Quality Improvement/Patient Safety: Primary & Subspecialty Outpatient Quality Improvement
QI 2: Screening in Primary Care
Berni Schor, MD (she/her/hers)
Pediatric Resident
NewYork-Presbyterian Morgan Stanley Children's Hospital
New York, New York, United States
MyChart is an online platform aimed at improving patients’ engagement in and utilization of healthcare via online scheduling, messaging providers, reviewing health information, and participating in telemedicine. Health portals are a critical aspect of healthcare due to the rise of telehealth visits and new laws regarding information blocking.
Objective:
In an urban pediatric primary care practice, this resident-led quality improvement project sought to increase MyChart enrollment to 98%, quantify and improve engagement with MyChart, and improve the overall e-Health patient experiences (Figure 1).
Design/Methods:
To increase MyChart enrollment, a process measure, iterative Plan-Do-Study-Act cycles were carried out: training staff on facilitating enrollment, distributing QR codes and flyers for self-enrollment; incorporating reminders for enrolling adolescents into note templates. Outcomes including percent enrolled and reasons for non-enrollment were obtained from the medical record monthly for three different age groups (0-11 years, 12-17 years, 18-22 years) (Figure 2). For patient engagement, also a process measure, medically relevant and timely messages to patients and caregivers were sent over a seven-month span. Percent of read messages were collected at baseline, and monthly thereafter (Figure 3). Patients and caregivers were also provided with surveys to assess satisfaction and utility of MyChart.
Results:
Patients 0-11 years old had the highest enrollment increase over the project period (92.49% to 93.9%). Enrollment of the 12-17 year age group increased from 90.21% to 91.8%, while there was no increase for the 18-22 year age group (78.35% to 78.15%). The most common reason for non-enrollment was an expired activation code, although the percent of expired codes decreased over the course of the project.
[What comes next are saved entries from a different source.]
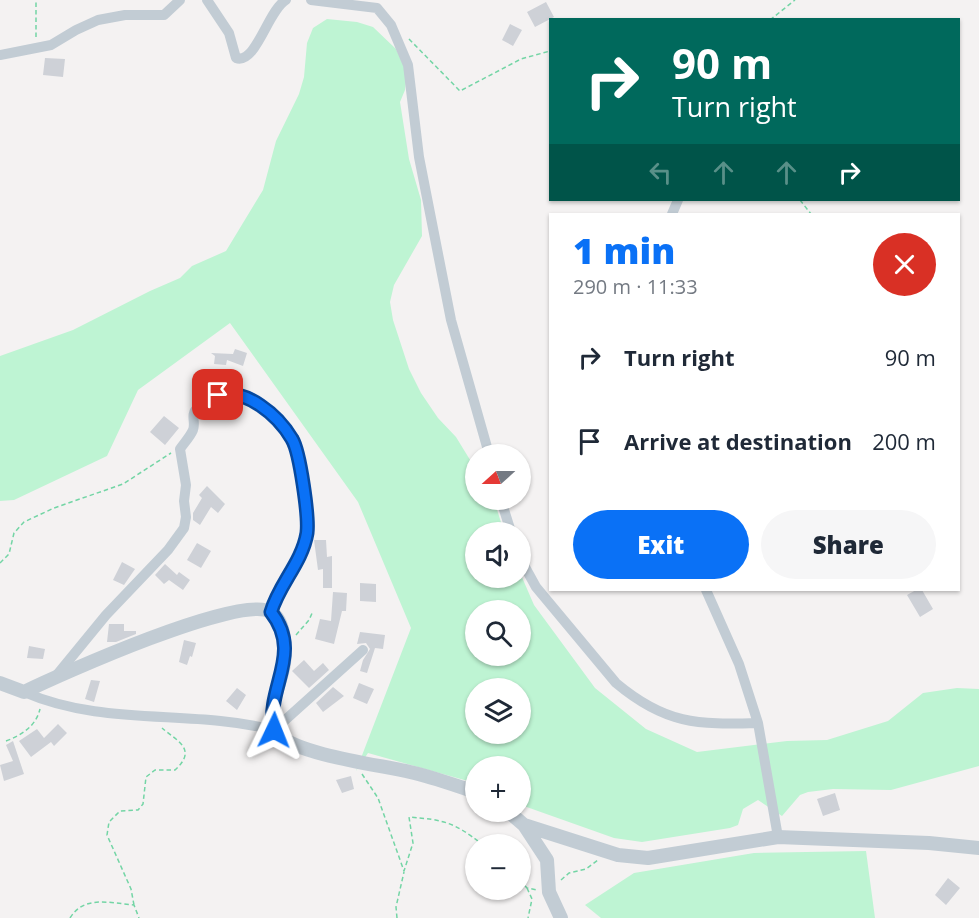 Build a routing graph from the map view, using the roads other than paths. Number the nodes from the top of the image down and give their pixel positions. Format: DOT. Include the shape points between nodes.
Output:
graph roads {
  1 [pos="180,0"];
  2 [pos="207,0"];
  3 [pos="286,0"];
  4 [pos="311,0"];
  5 [pos="0,55"];
  6 [pos="486,444"];
  7 [pos="531,578"];
  8 [pos="706,591"];
  9 [pos="271,612"];
  10 [pos="363,650"];
  11 [pos="56,676"];
  12 [pos="0,683"];
  13 [pos="24,692"];
  14 [pos="758,723"];
  15 [pos="274,730"];
  16 [pos="465,789"];
  17 [pos="521,822"];
  18 [pos="524,825"];
  19 [pos="778,837"];
  20 [pos="979,848"];
  21 [pos="561,918"];
  1 -- 5 [label="street" via="164,15 98,20 51,45"];
  2 -- 3 [label="street" via="229,33 236,58 240,59 252,52 271,15"];
  4 -- 6 [label="street" via="377,8 391,25 408,65 419,157 451,320"];
  7 -- 14 [label="street" via="626,692 688,722"];
  8 -- 14 [label="street"];
  9 -- 11 [label="street" via="258,609 214,616 168,630"];
  9 -- 11 [label="street" via="274,599 298,560 307,532 308,512 297,452 292,438 256,403 229,393 218,395 197,408 193,430 180,449 186,485 184,528"];
  9 -- 15 [label="street" via="285,640 285,662 272,718"];
  10 -- 15 [label="street"];
  11 -- 13 [label="street"];
  12 -- 13 [label="street"];
  13 -- 15 [label="street" via="67,708 235,721"];
  14 -- 19 [label="street"];
  15 -- 16 [label="street" via="301,747"];
  17 -- 18 [label="street"];
  18 -- 19 [label="street" via="618,855 648,858"];
  18 -- 21 [label="street" via="547,860 549,892"];
  19 -- 20 [label="street"];
}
Percent of messages read decreased initially and then increased slightly (Figure 3). Surveys revealed that caregivers were grateful for MyChart due to greater efficiency, reduced wait times, and ease of access.
Conclusion(s):
This resident-led QI study utilized staff, provider and self-enrollment as well as personalized messaging to increase patient engagement with the medical record. However, there are still barriers to improving MyChart utilization, especially in the area of engagement once enrolled. Despite targeted efforts to include adolescents, this age group remained the most difficult to engage. Future efforts should look to standardize these practices and create targeted interventions to overcome identified barriers in light of patients’ satisfaction with this service.